Segment Open

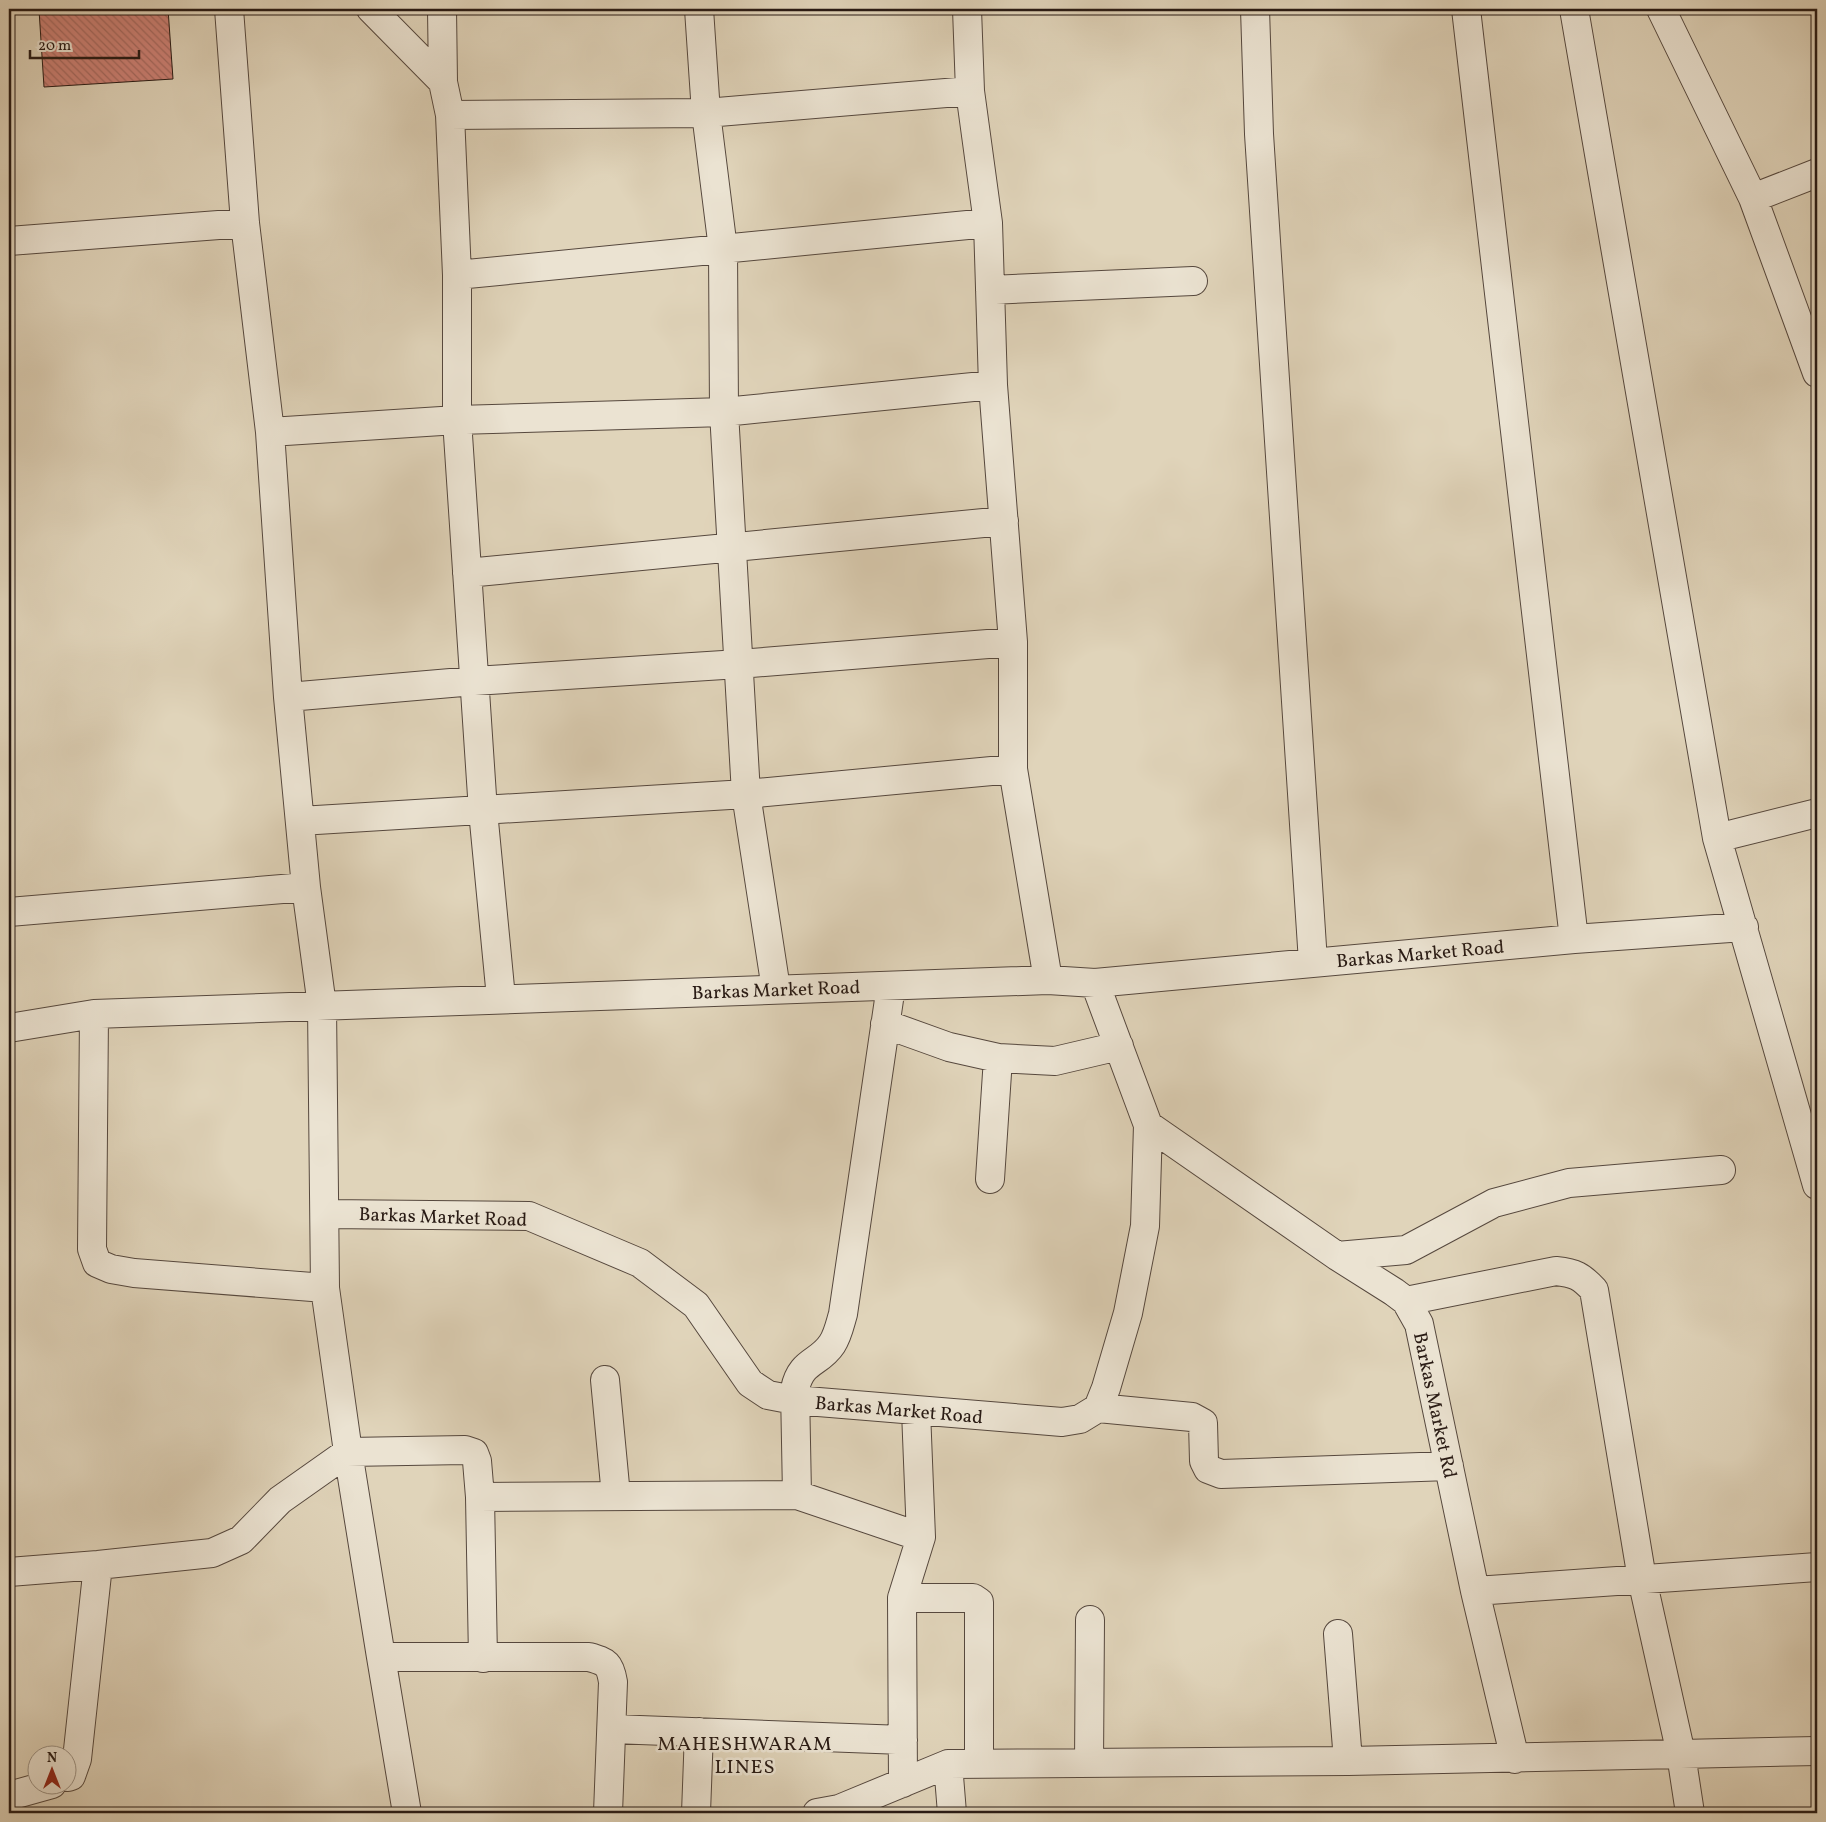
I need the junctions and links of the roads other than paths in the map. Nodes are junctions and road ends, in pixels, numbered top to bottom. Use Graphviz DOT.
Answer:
graph roads {
  1 [pos="229,9"];
  2 [pos="371,9"];
  3 [pos="442,9"];
  4 [pos="699,9"];
  5 [pos="968,9"];
  6 [pos="1255,9"];
  7 [pos="1466,9"];
  8 [pos="1574,9"];
  9 [pos="1661,9"];
  10 [pos="443,82"];
  11 [pos="970,91"];
  12 [pos="706,113"];
  13 [pos="450,115"];
  14 [pos="1817,174"];
  15 [pos="1754,198"];
  16 [pos="245,222"];
  17 [pos="988,222"];
  18 [pos="9,241"];
  19 [pos="723,248"];
  20 [pos="457,274"];
  21 [pos="1193,281"];
  22 [pos="990,290"];
  23 [pos="1808,318"];
  24 [pos="1817,373"];
  25 [pos="992,385"];
  26 [pos="724,412"];
  27 [pos="457,420"];
  28 [pos="270,432"];
  29 [pos="1004,521"];
  30 [pos="732,547"];
  31 [pos="467,573"];
  32 [pos="1013,642"];
  33 [pos="739,664"];
  34 [pos="474,681"];
  35 [pos="288,697"];
  36 [pos="1013,769"];
  37 [pos="746,794"];
  38 [pos="483,810"];
  39 [pos="1817,813"];
  40 [pos="300,821"];
  41 [pos="1718,838"];
  42 [pos="306,887"];
  43 [pos="9,912"];
  44 [pos="1744,927"];
  45 [pos="1574,939"];
  46 [pos="1314,962"];
  47 [pos="1048,980"];
  48 [pos="1095,983"];
  49 [pos="891,986"];
  50 [pos="776,989"];
  51 [pos="502,998"];
  52 [pos="322,1006"];
  53 [pos="94,1014"];
  54 [pos="885,1024"];
  55 [pos="9,1028"];
  56 [pos="1119,1046"];
  57 [pos="998,1058"];
  58 [pos="1148,1125"];
  59 [pos="1721,1170"];
  60 [pos="990,1178"];
  61 [pos="1817,1185"];
  62 [pos="325,1214"];
  63 [pos="1337,1256"];
  64 [pos="325,1288"];
  65 [pos="1406,1301"];
  66 [pos="605,1380"];
  67 [pos="794,1400"];
  68 [pos="1098,1408"];
  69 [pos="916,1410"];
  70 [pos="348,1452"];
  71 [pos="1449,1466"];
  72 [pos="797,1494"];
  73 [pos="616,1496"];
  74 [pos="480,1497"];
  75 [pos="921,1538"];
  76 [pos="98,1565"];
  77 [pos="1817,1567"];
  78 [pos="9,1572"];
  79 [pos="1642,1579"];
  80 [pos="1475,1591"];
  81 [pos="902,1598"];
  82 [pos="1090,1620"];
  83 [pos="1338,1634"];
  84 [pos="381,1657"];
  85 [pos="484,1658"];
  86 [pos="613,1729"];
  87 [pos="699,1732"];
  88 [pos="902,1740"];
  89 [pos="78,1750"];
  90 [pos="1817,1751"];
  91 [pos="1682,1754"];
  92 [pos="1515,1759"];
  93 [pos="1348,1761"];
  94 [pos="1089,1763"];
  95 [pos="948,1764"];
  96 [pos="979,1764"];
  97 [pos="903,1783"];
  98 [pos="28,1791"];
  99 [pos="9,1796"];
  100 [pos="403,1813"];
  101 [pos="408,1813"];
  102 [pos="608,1813"];
  103 [pos="696,1813"];
  104 [pos="817,1813"];
  105 [pos="952,1813"];
  106 [pos="1690,1813"];
  1 -- 16 [label="street"];
  2 -- 10 [label="street"];
  3 -- 10 [label="street"];
  4 -- 12 [label="street"];
  5 -- 11 [label="street"];
  6 -- 46 [label="street"];
  7 -- 45 [label="street"];
  8 -- 41 [label="street"];
  9 -- 15 [label="street"];
  10 -- 13 [label="street"];
  11 -- 12 [label="street"];
  11 -- 17 [label="street"];
  12 -- 13 [label="street"];
  12 -- 19 [label="street"];
  13 -- 20 [label="street"];
  14 -- 15 [label="street"];
  15 -- 23 [label="street"];
  16 -- 18 [label="street"];
  16 -- 28 [label="street"];
  17 -- 19 [label="street"];
  17 -- 22 [label="street"];
  19 -- 20 [label="street"];
  19 -- 26 [label="street"];
  20 -- 27 [label="street"];
  21 -- 22 [label="street"];
  22 -- 25 [label="street"];
  23 -- 24 [label="street"];
  25 -- 26 [label="street"];
  25 -- 29 [label="street"];
  26 -- 27 [label="street"];
  26 -- 30 [label="street"];
  27 -- 28 [label="street"];
  27 -- 31 [label="street"];
  28 -- 35 [label="street"];
  29 -- 30 [label="street"];
  29 -- 32 [label="street"];
  30 -- 31 [label="street"];
  30 -- 33 [label="street"];
  31 -- 34 [label="street"];
  32 -- 33 [label="street"];
  32 -- 36 [label="street"];
  33 -- 34 [label="street"];
  33 -- 37 [label="street"];
  34 -- 35 [label="street"];
  34 -- 38 [label="street"];
  35 -- 40 [label="street"];
  36 -- 37 [label="street"];
  36 -- 47 [label="street"];
  37 -- 38 [label="street"];
  37 -- 50 [label="street"];
  38 -- 40 [label="street"];
  38 -- 51 [label="street"];
  39 -- 41 [label="street"];
  40 -- 42 [label="street"];
  41 -- 44 [label="street"];
  42 -- 43 [label="street"];
  42 -- 52 [label="street"];
  44 -- 45 [label="street, Barkas Market Road"];
  44 -- 61 [label="street"];
  45 -- 46 [label="street, Barkas Market Road"];
  46 -- 48 [label="street, Barkas Market Road"];
  47 -- 48 [label="street, Barkas Market Road"];
  47 -- 49 [label="street, Barkas Market Road"];
  48 -- 56 [label="street"];
  49 -- 50 [label="street, Barkas Market Road"];
  49 -- 54 [label="street"];
  50 -- 51 [label="street, Barkas Market Road"];
  51 -- 52 [label="street, Barkas Market Road"];
  52 -- 53 [label="street, Barkas Market Road"];
  52 -- 62 [label="street"];
  53 -- 55 [label="street, Barkas Market Road"];
  53 -- 64 [label="street"];
  54 -- 57 [label="street"];
  54 -- 67 [label="street"];
  56 -- 57 [label="street"];
  56 -- 58 [label="street"];
  57 -- 60 [label="street"];
  58 -- 63 [label="street, Barkas Market Rd"];
  58 -- 68 [label="street"];
  59 -- 63 [label="street"];
  62 -- 64 [label="street"];
  62 -- 67 [label="street, Barkas Market Road"];
  63 -- 65 [label="street, Barkas Market Rd"];
  64 -- 70 [label="street"];
  65 -- 71 [label="street, Barkas Market Rd"];
  65 -- 79 [label="street"];
  66 -- 73 [label="street"];
  67 -- 69 [label="street, Barkas Market Road"];
  67 -- 72 [label="street"];
  68 -- 69 [label="street, Barkas Market Road"];
  68 -- 71 [label="street"];
  69 -- 75 [label="street"];
  70 -- 74 [label="street"];
  70 -- 76 [label="street"];
  70 -- 84 [label="street"];
  71 -- 80 [label="street, Barkas Market Rd"];
  72 -- 73 [label="street"];
  72 -- 75 [label="street"];
  73 -- 74 [label="street"];
  74 -- 85 [label="street"];
  75 -- 81 [label="street"];
  76 -- 78 [label="street"];
  76 -- 89 [label="street"];
  77 -- 79 [label="street"];
  79 -- 80 [label="street"];
  79 -- 91 [label="street"];
  80 -- 92 [label="street, Barkas Market Rd"];
  81 -- 88 [label="street"];
  81 -- 96 [label="street"];
  82 -- 94 [label="street"];
  83 -- 93 [label="street"];
  84 -- 85 [label="street"];
  84 -- 101 [label="street"];
  85 -- 86 [label="street"];
  86 -- 87 [label="street"];
  86 -- 102 [label="street"];
  87 -- 88 [label="street"];
  87 -- 103 [label="street"];
  88 -- 97 [label="street"];
  90 -- 91 [label="street"];
  91 -- 92 [label="street"];
  91 -- 106 [label="street"];
  92 -- 93 [label="street"];
  93 -- 94 [label="street"];
  94 -- 96 [label="street"];
  95 -- 96 [label="street"];
  95 -- 97 [label="street"];
  95 -- 105 [label="street"];
  97 -- 104 [label="street"];
  98 -- 99 [label="street"];
  100 -- 101 [label="street"];
}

Segment Closed

== Your objective ==
With no other words, state how many lines above hold the word "roads".

== Problem solution ==
2